++++ Records

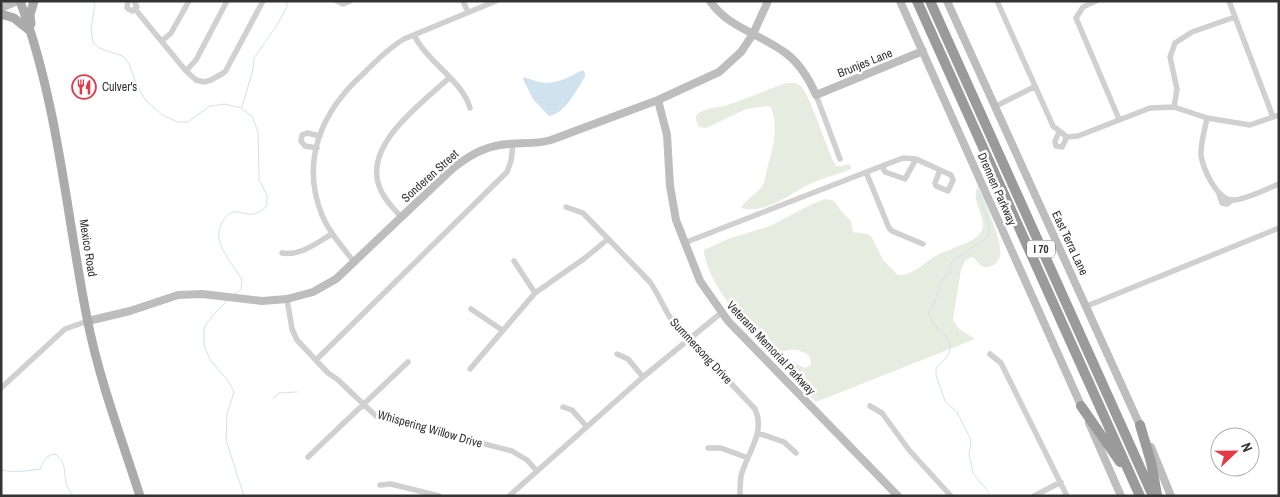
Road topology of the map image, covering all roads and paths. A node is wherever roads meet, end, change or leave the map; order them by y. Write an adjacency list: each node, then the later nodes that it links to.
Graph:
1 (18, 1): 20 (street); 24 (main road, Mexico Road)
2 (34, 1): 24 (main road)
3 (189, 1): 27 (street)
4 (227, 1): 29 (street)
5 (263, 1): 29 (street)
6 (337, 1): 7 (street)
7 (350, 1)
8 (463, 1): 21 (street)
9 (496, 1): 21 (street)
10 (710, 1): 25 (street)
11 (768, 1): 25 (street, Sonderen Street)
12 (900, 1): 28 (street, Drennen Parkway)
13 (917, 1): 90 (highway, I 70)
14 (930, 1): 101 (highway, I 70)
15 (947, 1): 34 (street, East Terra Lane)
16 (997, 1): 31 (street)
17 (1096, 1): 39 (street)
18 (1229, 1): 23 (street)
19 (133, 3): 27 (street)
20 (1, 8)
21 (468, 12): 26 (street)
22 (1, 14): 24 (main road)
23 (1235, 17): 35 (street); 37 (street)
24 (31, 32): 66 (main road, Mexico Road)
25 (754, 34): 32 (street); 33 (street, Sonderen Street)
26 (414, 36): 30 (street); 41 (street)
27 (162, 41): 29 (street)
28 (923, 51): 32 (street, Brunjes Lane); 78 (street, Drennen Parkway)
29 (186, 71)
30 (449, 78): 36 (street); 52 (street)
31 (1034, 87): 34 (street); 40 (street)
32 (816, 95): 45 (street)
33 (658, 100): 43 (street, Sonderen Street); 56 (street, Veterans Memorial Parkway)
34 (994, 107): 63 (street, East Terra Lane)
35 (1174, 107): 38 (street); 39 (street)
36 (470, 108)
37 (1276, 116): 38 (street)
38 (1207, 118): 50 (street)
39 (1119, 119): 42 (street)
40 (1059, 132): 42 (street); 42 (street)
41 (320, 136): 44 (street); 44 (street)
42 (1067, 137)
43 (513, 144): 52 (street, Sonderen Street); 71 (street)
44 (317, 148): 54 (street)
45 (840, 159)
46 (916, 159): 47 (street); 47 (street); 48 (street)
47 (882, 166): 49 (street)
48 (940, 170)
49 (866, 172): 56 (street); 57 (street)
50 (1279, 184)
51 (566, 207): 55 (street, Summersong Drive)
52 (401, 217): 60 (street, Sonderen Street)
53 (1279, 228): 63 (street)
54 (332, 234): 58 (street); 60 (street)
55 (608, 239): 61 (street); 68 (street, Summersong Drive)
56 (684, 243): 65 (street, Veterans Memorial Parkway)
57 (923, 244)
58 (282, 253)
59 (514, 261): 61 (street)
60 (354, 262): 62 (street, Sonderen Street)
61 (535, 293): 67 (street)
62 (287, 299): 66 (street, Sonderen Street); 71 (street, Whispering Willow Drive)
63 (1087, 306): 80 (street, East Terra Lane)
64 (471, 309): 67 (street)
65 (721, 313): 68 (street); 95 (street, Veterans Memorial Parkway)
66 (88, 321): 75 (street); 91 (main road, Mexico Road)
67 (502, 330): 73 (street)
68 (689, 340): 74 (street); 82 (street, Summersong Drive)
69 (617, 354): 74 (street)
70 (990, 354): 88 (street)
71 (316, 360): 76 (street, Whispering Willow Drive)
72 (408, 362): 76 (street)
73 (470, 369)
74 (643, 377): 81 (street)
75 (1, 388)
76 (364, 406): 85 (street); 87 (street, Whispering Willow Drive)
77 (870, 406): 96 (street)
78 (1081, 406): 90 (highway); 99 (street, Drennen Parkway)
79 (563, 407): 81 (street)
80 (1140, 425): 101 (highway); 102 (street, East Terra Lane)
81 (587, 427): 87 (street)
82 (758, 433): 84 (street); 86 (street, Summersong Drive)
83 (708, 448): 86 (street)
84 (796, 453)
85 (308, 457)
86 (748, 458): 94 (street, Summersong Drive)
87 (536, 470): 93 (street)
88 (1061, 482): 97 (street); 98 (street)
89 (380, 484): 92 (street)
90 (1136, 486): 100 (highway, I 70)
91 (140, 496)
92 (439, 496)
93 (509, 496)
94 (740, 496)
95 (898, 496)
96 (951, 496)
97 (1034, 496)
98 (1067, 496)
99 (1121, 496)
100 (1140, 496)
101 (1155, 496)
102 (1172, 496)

++++++++

Exercise details:
Copy out the lines of the data where the string "Terra" occurs.

Exercise solution:
15 (947, 1): 34 (street, East Terra Lane)
34 (994, 107): 63 (street, East Terra Lane)
63 (1087, 306): 80 (street, East Terra Lane)
80 (1140, 425): 101 (highway); 102 (street, East Terra Lane)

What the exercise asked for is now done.